In March, the Legislature passed an amendment to the Food Freedom Act that allows people to buy shares of an animal, which can then be processed under the custom exemption. So, theoretically, 10 beef connoisseurs can go in on a cow together, and they each go home with one-tenth of the meat after processing.

It’s a pretty innovative means by which people can buy animals directly from Wyoming ranchers and have it processed locally without having to buy the whole animal.

True to its nature, though, the federal government is trying to put the brakes on the animal shares program. In May, the USDA wrote Doug Miyamoto, director of the state Department of Agriculture, to argue that the custom exemption requires an “exact correspondence between the individuals owning a particular animal prior to slaughter and the individuals receiving any/all products derived from the animal.” The complaint says the animal share amendment somehow violates this rule. 

Further, the feds argue, the Food Freedom Act doesn’t meet the standards of sanitation and safety as laid out in federal law regulating the slaughter of animals. 

Miyamoto responded to the complaint by explaining that Wyoming’s animal share amendment doesn’t change Wyoming’s regulations involved with the state-inspected slaughter of animals, which are, as they’ve always been, “at least equal to” the federal regulations. 

The USDA responded to Miyamoto by reiterating its complaint and insisting that the amendment created a new exemption that is not contemplated by federal law. 

In a second response, Miyamoto stressed that nothing in the animal shares amendment allows for the sale of any meat products derived from animals that are owned in shares. Processing facilities are regulated as they’ve always been. The only thing the amendment to the Food Freedom Act does is allow more than one person to buy a share of an animal. 

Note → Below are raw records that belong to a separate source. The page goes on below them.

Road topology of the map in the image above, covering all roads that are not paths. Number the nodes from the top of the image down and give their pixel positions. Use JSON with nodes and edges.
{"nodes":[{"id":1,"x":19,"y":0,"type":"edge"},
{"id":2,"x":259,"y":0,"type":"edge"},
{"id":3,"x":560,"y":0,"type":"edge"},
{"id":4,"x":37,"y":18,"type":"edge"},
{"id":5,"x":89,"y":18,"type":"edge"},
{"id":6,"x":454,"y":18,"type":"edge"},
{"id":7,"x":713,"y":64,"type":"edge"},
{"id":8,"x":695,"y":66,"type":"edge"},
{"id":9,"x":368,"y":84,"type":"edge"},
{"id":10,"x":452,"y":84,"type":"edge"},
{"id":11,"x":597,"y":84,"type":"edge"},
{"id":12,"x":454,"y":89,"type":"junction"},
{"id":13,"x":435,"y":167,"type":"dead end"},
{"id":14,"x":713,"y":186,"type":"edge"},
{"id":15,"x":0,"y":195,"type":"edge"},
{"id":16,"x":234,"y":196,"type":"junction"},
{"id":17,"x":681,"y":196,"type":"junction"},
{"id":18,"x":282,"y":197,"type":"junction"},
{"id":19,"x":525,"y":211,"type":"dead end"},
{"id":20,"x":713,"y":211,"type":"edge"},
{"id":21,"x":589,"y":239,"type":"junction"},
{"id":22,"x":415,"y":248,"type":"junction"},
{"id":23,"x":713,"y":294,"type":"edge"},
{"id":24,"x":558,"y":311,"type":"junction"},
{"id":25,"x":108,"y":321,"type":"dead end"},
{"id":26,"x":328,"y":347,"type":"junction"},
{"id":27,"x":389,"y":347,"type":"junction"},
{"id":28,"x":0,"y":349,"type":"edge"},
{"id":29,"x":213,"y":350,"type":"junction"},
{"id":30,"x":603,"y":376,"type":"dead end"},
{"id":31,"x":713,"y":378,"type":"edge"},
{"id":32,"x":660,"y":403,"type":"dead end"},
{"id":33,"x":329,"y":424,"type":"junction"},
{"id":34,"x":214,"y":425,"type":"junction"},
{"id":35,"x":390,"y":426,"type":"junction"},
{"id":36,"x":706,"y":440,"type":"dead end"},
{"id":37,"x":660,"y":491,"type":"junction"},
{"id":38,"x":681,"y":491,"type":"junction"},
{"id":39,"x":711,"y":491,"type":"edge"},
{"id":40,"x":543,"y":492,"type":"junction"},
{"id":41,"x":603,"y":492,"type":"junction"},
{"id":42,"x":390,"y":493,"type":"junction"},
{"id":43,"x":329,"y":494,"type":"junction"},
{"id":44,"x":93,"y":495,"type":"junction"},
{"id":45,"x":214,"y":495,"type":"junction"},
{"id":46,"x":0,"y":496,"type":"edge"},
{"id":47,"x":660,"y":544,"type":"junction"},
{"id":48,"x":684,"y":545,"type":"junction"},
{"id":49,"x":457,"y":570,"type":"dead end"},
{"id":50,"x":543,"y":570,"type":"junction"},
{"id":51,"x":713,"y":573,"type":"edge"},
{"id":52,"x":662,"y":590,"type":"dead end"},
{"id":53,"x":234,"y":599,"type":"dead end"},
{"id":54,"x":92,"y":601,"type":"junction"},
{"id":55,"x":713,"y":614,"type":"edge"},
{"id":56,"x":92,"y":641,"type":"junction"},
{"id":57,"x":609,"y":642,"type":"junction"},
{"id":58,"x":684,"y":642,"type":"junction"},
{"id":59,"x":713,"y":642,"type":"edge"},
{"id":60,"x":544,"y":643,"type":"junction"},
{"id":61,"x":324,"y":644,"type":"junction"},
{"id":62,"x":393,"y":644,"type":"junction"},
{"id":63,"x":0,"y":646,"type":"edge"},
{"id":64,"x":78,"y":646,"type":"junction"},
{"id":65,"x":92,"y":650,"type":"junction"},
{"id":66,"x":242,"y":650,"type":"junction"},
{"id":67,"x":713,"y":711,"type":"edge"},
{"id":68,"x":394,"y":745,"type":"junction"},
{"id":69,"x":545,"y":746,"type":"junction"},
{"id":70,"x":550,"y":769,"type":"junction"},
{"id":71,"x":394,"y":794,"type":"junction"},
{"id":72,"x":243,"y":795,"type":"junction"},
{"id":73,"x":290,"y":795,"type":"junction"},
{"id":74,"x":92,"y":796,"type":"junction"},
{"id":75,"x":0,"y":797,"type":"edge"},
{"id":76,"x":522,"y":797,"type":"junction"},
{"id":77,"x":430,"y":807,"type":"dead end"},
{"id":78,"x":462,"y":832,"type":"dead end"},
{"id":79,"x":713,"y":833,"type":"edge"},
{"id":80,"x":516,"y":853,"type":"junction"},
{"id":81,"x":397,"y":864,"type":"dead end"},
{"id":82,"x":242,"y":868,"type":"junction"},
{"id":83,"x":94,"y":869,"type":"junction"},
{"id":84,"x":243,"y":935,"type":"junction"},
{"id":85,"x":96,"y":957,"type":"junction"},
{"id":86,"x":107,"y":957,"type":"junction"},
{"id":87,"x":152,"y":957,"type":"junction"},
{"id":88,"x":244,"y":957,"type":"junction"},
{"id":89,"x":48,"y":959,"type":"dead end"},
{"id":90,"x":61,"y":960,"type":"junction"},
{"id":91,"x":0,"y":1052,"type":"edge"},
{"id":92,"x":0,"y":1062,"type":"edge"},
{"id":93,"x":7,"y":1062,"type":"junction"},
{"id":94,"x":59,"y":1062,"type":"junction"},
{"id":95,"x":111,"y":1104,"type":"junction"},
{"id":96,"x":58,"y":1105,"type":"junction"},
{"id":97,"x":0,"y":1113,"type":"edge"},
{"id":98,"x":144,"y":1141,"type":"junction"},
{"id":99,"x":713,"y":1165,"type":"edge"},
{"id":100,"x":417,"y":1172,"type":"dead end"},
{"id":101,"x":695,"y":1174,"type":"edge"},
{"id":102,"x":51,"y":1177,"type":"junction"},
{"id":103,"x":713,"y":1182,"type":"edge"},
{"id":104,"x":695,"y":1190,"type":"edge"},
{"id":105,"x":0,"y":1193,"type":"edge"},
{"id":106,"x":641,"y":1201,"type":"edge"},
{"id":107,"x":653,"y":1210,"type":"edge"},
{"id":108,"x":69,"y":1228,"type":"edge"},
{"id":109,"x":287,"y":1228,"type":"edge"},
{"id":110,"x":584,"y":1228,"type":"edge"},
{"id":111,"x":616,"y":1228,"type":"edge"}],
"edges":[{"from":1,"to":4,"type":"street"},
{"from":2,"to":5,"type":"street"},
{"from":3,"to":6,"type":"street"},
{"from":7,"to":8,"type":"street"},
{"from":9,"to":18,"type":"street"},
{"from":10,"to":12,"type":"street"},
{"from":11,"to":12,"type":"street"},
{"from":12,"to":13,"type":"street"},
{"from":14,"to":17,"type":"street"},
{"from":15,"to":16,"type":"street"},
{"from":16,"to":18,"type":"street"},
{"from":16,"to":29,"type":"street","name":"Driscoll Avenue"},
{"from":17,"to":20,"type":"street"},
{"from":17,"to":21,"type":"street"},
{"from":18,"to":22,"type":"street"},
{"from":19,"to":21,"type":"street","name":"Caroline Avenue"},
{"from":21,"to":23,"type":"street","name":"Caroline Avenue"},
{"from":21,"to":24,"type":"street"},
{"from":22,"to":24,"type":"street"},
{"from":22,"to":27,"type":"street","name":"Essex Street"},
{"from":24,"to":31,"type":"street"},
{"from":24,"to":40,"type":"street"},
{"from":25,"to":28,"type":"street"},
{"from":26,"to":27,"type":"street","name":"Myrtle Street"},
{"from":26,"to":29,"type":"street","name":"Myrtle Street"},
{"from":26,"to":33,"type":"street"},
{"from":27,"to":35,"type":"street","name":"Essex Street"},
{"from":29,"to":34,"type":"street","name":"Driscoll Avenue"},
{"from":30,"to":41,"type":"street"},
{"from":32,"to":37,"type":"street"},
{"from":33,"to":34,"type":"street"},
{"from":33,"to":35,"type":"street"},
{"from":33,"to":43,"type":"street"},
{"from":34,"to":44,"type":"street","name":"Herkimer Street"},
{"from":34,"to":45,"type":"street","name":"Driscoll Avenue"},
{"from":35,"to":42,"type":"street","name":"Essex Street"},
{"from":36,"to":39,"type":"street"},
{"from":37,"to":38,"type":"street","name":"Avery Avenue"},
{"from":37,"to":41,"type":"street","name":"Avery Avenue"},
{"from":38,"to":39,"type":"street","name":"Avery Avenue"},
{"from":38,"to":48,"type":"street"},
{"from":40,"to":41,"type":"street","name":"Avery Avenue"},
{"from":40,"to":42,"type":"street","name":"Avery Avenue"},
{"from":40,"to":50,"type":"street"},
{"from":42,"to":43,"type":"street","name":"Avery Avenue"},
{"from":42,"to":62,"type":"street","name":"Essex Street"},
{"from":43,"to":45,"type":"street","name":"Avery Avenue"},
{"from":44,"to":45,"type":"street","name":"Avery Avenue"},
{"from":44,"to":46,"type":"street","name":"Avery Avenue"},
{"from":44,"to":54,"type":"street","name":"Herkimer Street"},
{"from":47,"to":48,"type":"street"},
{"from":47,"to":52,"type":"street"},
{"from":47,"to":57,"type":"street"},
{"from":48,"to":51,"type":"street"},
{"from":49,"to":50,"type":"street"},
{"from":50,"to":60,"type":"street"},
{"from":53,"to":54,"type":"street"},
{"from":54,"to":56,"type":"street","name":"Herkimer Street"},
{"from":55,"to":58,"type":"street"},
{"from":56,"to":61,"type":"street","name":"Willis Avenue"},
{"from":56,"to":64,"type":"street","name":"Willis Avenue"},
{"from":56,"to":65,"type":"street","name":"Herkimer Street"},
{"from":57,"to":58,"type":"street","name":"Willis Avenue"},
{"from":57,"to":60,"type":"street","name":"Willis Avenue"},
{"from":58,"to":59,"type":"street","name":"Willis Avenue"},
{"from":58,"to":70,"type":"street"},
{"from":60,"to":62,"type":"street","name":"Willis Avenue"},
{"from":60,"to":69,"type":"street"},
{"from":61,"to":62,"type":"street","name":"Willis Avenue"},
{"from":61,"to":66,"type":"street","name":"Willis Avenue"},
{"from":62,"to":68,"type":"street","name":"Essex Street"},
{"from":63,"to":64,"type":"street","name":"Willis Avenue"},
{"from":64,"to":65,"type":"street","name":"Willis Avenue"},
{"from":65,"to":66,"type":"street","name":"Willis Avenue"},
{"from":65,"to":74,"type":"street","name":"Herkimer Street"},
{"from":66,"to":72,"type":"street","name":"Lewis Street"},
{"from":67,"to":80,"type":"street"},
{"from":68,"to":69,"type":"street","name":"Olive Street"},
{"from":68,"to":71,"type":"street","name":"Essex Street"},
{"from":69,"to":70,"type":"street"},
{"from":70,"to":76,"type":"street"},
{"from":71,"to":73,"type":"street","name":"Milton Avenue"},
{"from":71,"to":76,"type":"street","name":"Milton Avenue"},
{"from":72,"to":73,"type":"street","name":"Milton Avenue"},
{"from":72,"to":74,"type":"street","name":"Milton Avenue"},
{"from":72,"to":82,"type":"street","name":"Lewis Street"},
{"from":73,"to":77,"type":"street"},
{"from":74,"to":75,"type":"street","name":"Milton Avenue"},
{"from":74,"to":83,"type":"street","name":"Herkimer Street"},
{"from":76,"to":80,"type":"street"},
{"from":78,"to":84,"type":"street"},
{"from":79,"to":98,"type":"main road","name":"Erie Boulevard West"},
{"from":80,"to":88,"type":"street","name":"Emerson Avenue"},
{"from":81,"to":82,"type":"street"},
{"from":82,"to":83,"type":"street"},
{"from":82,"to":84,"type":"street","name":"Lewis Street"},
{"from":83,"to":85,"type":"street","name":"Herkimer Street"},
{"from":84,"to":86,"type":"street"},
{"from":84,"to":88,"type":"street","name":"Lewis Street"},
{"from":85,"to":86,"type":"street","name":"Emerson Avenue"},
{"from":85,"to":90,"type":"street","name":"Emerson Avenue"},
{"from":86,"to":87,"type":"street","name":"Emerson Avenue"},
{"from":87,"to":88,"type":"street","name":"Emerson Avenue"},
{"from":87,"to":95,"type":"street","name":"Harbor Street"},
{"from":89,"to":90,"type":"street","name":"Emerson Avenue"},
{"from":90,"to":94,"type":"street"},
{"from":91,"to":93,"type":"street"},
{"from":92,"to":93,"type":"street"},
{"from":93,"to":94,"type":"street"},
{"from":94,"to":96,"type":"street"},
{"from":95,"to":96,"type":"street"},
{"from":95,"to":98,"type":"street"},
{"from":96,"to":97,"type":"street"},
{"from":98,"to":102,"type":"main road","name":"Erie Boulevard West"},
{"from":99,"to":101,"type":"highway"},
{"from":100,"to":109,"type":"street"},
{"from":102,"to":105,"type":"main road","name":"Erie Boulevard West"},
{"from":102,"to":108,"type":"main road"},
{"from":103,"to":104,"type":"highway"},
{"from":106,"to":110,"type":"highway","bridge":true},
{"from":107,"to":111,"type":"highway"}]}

Federal regulations governing the processing of meat were intended to keep consumers safe, but like with any well-intentioned federal action, the regulations have unintended consequences. 

Economies of scale made it far more profitable for large conglomerates to process meat, and as a result, four companies handle 80% of the processing in this country. If a Wyoming producer wants to sell premium beef to a niche market, these giant factories can’t do that. The regulations create difficult barriers to entry for smaller processors, and as such, Wyoming has very little local slaughtering capacity. So, for the most part, Wyoming producers have to take whatever price the large packers offer. 

The animal shares amendment made a very small change, and imperfect as it may be, it allowed ranchers a more direct route to the consumer, while still ensuring plenty of oversight of the slaughtering process. 

Bureaucracy is notoriously risk-averse because rule makers don’t bear the cost of implementing the rules or suffer the impacts of their unintended consequences. Under the thumb of the federal government, it’s hard to find even the slightest wiggle room, and Washington bureaucrats are loath to grant any. 

It’s no wonder Wyominites prefer just to govern themselves.